Recorded data
------------
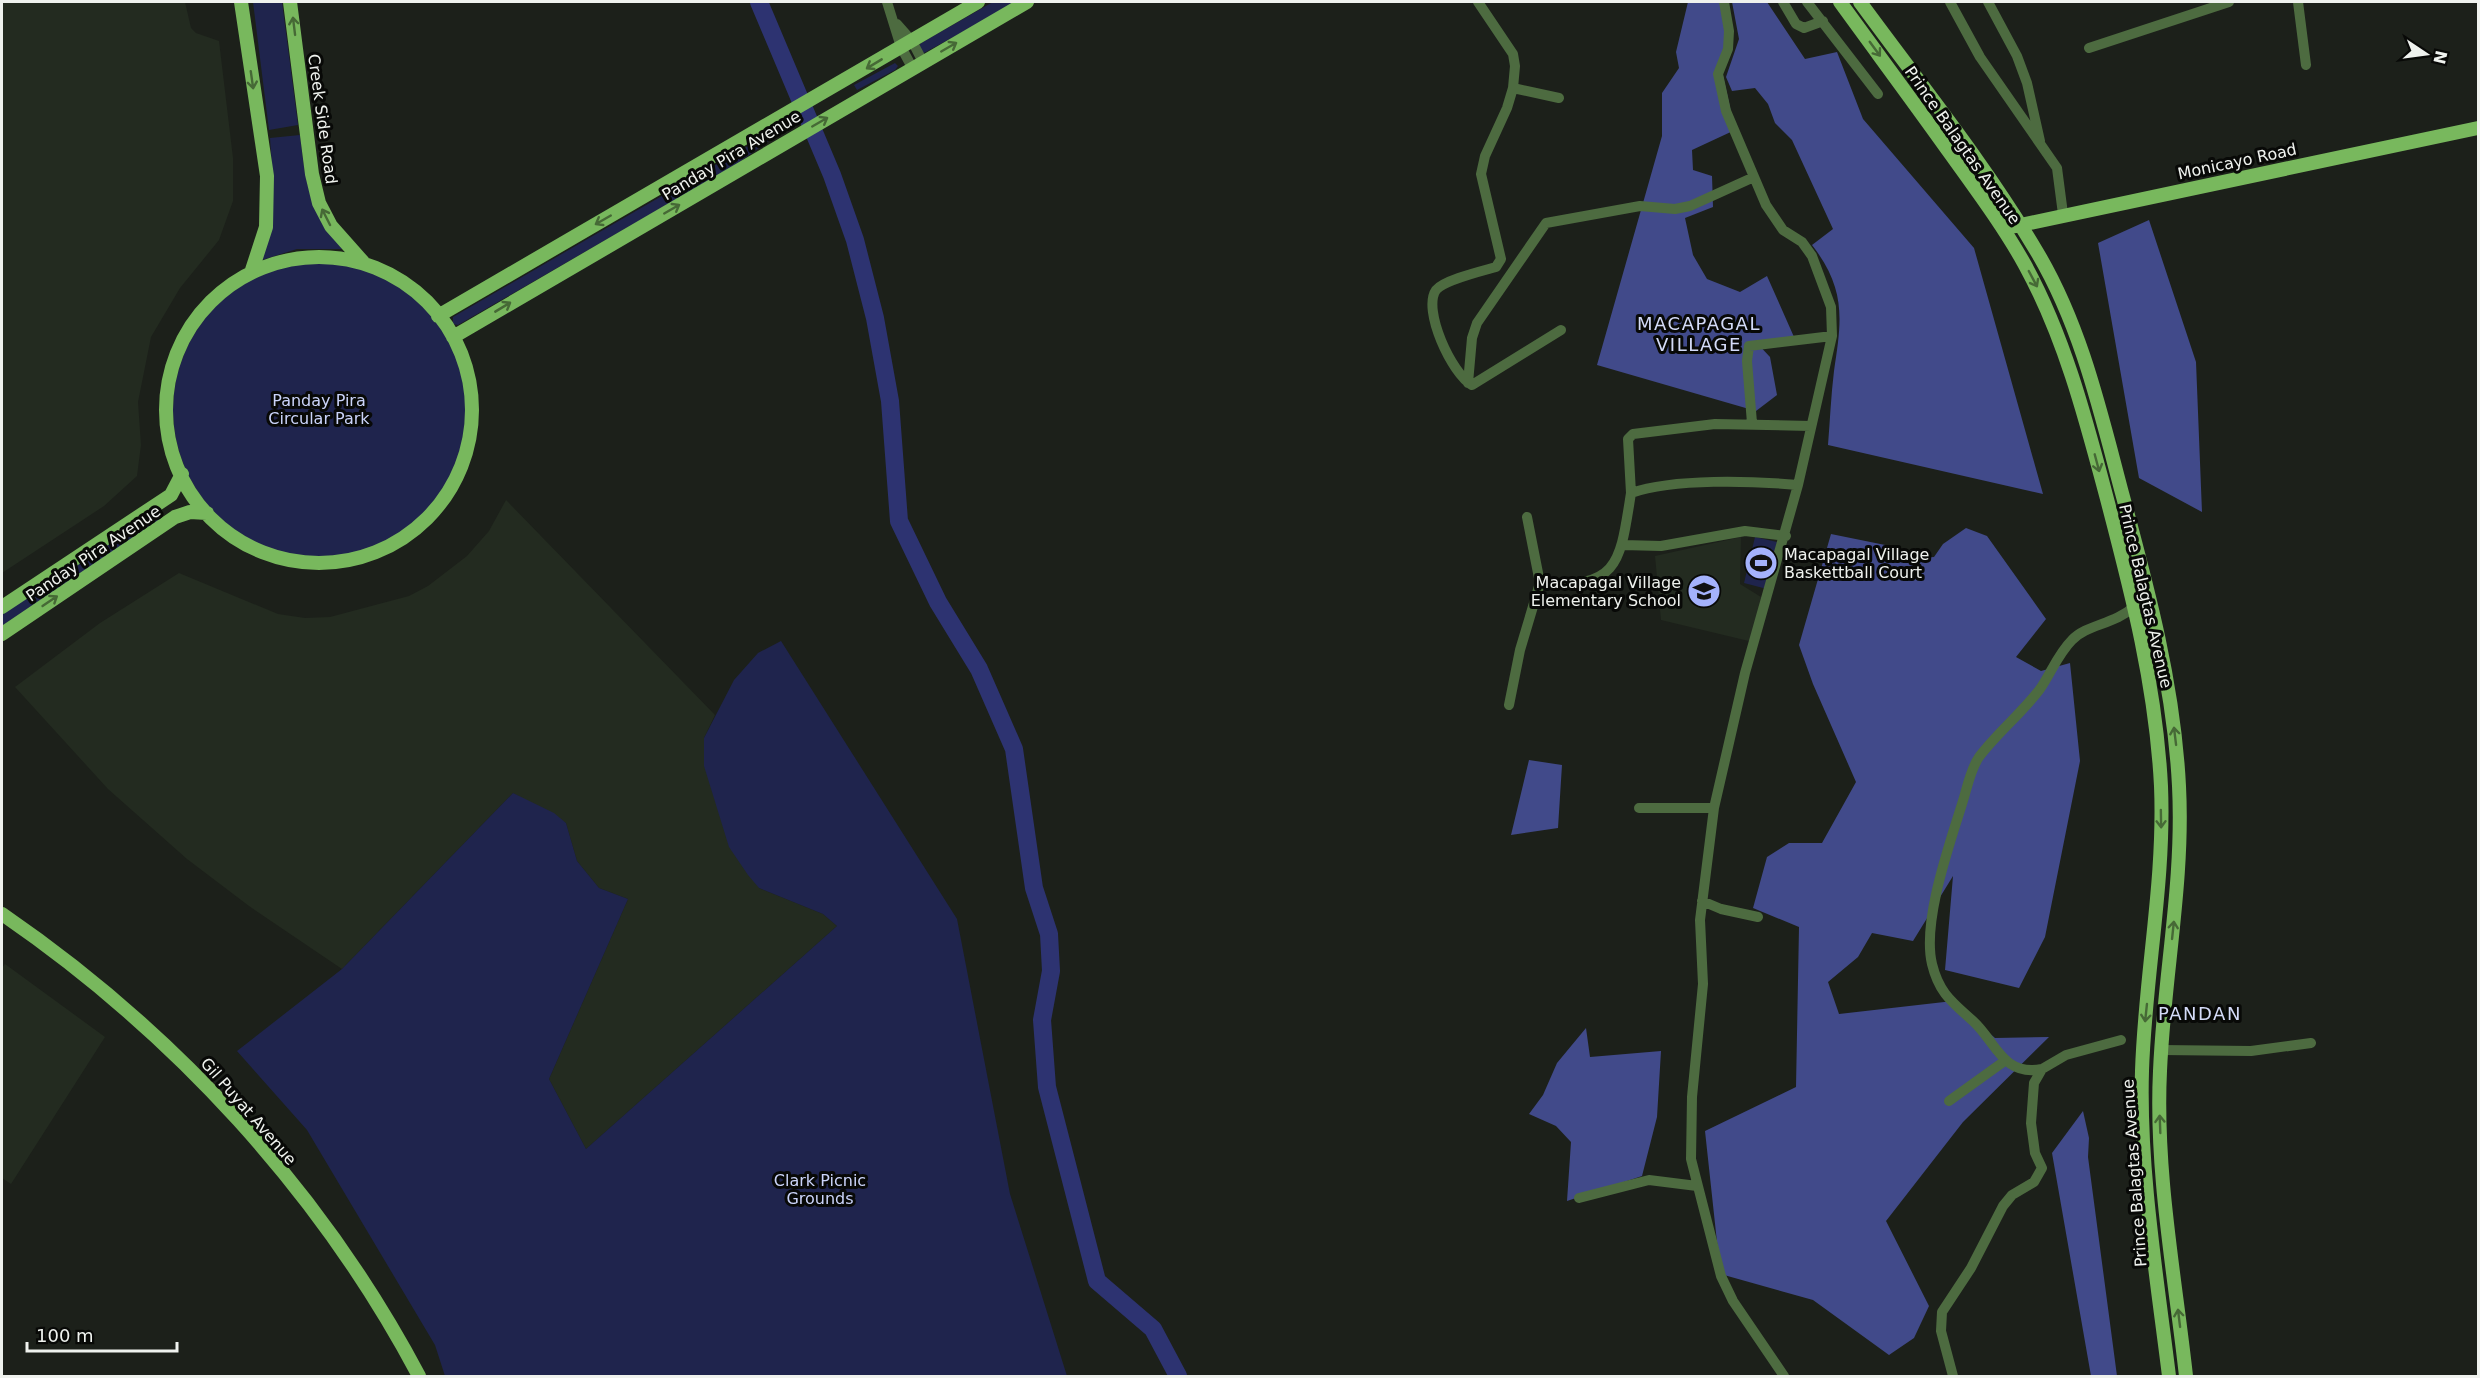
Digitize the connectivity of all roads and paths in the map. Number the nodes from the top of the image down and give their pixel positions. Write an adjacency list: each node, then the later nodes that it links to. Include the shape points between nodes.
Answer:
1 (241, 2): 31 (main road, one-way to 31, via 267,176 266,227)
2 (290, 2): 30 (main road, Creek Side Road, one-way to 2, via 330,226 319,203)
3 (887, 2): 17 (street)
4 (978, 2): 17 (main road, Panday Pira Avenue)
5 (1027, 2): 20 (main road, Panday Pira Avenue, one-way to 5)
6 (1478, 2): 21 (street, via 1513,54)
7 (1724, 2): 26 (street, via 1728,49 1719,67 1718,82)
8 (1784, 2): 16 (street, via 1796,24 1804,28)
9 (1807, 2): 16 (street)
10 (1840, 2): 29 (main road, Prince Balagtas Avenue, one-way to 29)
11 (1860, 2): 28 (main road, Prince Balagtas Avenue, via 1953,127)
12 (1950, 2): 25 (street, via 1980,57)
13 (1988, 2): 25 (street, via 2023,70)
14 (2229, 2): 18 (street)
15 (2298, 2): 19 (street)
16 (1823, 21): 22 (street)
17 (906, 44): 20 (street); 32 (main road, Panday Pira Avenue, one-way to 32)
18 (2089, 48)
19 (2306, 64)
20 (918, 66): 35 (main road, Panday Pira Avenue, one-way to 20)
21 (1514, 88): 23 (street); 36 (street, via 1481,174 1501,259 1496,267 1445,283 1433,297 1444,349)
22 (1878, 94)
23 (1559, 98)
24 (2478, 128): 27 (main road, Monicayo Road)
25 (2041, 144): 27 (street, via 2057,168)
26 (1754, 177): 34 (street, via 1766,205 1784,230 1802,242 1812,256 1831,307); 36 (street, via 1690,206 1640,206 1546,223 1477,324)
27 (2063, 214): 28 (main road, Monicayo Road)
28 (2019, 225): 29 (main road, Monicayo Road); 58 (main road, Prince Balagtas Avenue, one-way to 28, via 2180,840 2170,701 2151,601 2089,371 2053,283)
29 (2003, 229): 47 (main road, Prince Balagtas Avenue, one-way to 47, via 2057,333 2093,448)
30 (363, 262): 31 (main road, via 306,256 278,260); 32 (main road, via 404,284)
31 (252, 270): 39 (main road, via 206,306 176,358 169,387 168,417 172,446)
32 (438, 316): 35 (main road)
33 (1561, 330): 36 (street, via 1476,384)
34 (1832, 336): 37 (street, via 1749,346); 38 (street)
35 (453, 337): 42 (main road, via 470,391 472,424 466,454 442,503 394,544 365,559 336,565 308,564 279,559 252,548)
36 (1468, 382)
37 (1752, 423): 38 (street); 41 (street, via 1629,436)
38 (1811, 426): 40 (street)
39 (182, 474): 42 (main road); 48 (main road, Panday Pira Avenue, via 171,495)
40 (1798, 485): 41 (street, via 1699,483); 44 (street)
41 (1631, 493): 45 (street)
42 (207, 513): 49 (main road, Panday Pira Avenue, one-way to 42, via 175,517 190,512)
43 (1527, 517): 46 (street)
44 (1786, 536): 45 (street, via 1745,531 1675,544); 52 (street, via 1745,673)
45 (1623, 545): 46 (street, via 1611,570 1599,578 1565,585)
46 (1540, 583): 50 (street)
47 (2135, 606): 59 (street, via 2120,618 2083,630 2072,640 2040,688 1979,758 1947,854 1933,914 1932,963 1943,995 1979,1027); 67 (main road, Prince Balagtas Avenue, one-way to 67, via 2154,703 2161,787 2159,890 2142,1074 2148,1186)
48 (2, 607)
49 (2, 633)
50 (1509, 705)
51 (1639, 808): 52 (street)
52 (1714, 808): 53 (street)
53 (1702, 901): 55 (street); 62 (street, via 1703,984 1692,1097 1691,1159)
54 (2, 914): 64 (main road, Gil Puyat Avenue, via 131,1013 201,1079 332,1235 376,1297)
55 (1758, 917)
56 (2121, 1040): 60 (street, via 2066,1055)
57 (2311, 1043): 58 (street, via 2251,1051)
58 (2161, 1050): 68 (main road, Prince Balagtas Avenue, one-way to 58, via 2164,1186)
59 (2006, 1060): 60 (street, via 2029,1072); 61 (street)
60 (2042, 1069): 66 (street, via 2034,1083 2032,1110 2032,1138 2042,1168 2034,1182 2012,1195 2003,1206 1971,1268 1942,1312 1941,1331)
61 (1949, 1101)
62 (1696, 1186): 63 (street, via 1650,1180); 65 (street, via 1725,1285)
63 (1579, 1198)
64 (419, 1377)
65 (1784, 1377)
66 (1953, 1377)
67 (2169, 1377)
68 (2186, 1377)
------------
WORK TO BE COMPLETED => Could the entries above be returned verbatim, with no pictures included?

WRITTEN RESPONSE =>
Digitize the connectivity of all roads and paths in the map. Number the nodes from the top of the image down and give their pixel positions. Write an adjacency list: each node, then the later nodes that it links to. Include the shape points between nodes.
Answer:
1 (241, 2): 31 (main road, one-way to 31, via 267,176 266,227)
2 (290, 2): 30 (main road, Creek Side Road, one-way to 2, via 330,226 319,203)
3 (887, 2): 17 (street)
4 (978, 2): 17 (main road, Panday Pira Avenue)
5 (1027, 2): 20 (main road, Panday Pira Avenue, one-way to 5)
6 (1478, 2): 21 (street, via 1513,54)
7 (1724, 2): 26 (street, via 1728,49 1719,67 1718,82)
8 (1784, 2): 16 (street, via 1796,24 1804,28)
9 (1807, 2): 16 (street)
10 (1840, 2): 29 (main road, Prince Balagtas Avenue, one-way to 29)
11 (1860, 2): 28 (main road, Prince Balagtas Avenue, via 1953,127)
12 (1950, 2): 25 (street, via 1980,57)
13 (1988, 2): 25 (street, via 2023,70)
14 (2229, 2): 18 (street)
15 (2298, 2): 19 (street)
16 (1823, 21): 22 (street)
17 (906, 44): 20 (street); 32 (main road, Panday Pira Avenue, one-way to 32)
18 (2089, 48)
19 (2306, 64)
20 (918, 66): 35 (main road, Panday Pira Avenue, one-way to 20)
21 (1514, 88): 23 (street); 36 (street, via 1481,174 1501,259 1496,267 1445,283 1433,297 1444,349)
22 (1878, 94)
23 (1559, 98)
24 (2478, 128): 27 (main road, Monicayo Road)
25 (2041, 144): 27 (street, via 2057,168)
26 (1754, 177): 34 (street, via 1766,205 1784,230 1802,242 1812,256 1831,307); 36 (street, via 1690,206 1640,206 1546,223 1477,324)
27 (2063, 214): 28 (main road, Monicayo Road)
28 (2019, 225): 29 (main road, Monicayo Road); 58 (main road, Prince Balagtas Avenue, one-way to 28, via 2180,840 2170,701 2151,601 2089,371 2053,283)
29 (2003, 229): 47 (main road, Prince Balagtas Avenue, one-way to 47, via 2057,333 2093,448)
30 (363, 262): 31 (main road, via 306,256 278,260); 32 (main road, via 404,284)
31 (252, 270): 39 (main road, via 206,306 176,358 169,387 168,417 172,446)
32 (438, 316): 35 (main road)
33 (1561, 330): 36 (street, via 1476,384)
34 (1832, 336): 37 (street, via 1749,346); 38 (street)
35 (453, 337): 42 (main road, via 470,391 472,424 466,454 442,503 394,544 365,559 336,565 308,564 279,559 252,548)
36 (1468, 382)
37 (1752, 423): 38 (street); 41 (street, via 1629,436)
38 (1811, 426): 40 (street)
39 (182, 474): 42 (main road); 48 (main road, Panday Pira Avenue, via 171,495)
40 (1798, 485): 41 (street, via 1699,483); 44 (street)
41 (1631, 493): 45 (street)
42 (207, 513): 49 (main road, Panday Pira Avenue, one-way to 42, via 175,517 190,512)
43 (1527, 517): 46 (street)
44 (1786, 536): 45 (street, via 1745,531 1675,544); 52 (street, via 1745,673)
45 (1623, 545): 46 (street, via 1611,570 1599,578 1565,585)
46 (1540, 583): 50 (street)
47 (2135, 606): 59 (street, via 2120,618 2083,630 2072,640 2040,688 1979,758 1947,854 1933,914 1932,963 1943,995 1979,1027); 67 (main road, Prince Balagtas Avenue, one-way to 67, via 2154,703 2161,787 2159,890 2142,1074 2148,1186)
48 (2, 607)
49 (2, 633)
50 (1509, 705)
51 (1639, 808): 52 (street)
52 (1714, 808): 53 (street)
53 (1702, 901): 55 (street); 62 (street, via 1703,984 1692,1097 1691,1159)
54 (2, 914): 64 (main road, Gil Puyat Avenue, via 131,1013 201,1079 332,1235 376,1297)
55 (1758, 917)
56 (2121, 1040): 60 (street, via 2066,1055)
57 (2311, 1043): 58 (street, via 2251,1051)
58 (2161, 1050): 68 (main road, Prince Balagtas Avenue, one-way to 58, via 2164,1186)
59 (2006, 1060): 60 (street, via 2029,1072); 61 (street)
60 (2042, 1069): 66 (street, via 2034,1083 2032,1110 2032,1138 2042,1168 2034,1182 2012,1195 2003,1206 1971,1268 1942,1312 1941,1331)
61 (1949, 1101)
62 (1696, 1186): 63 (street, via 1650,1180); 65 (street, via 1725,1285)
63 (1579, 1198)
64 (419, 1377)
65 (1784, 1377)
66 (1953, 1377)
67 (2169, 1377)
68 (2186, 1377)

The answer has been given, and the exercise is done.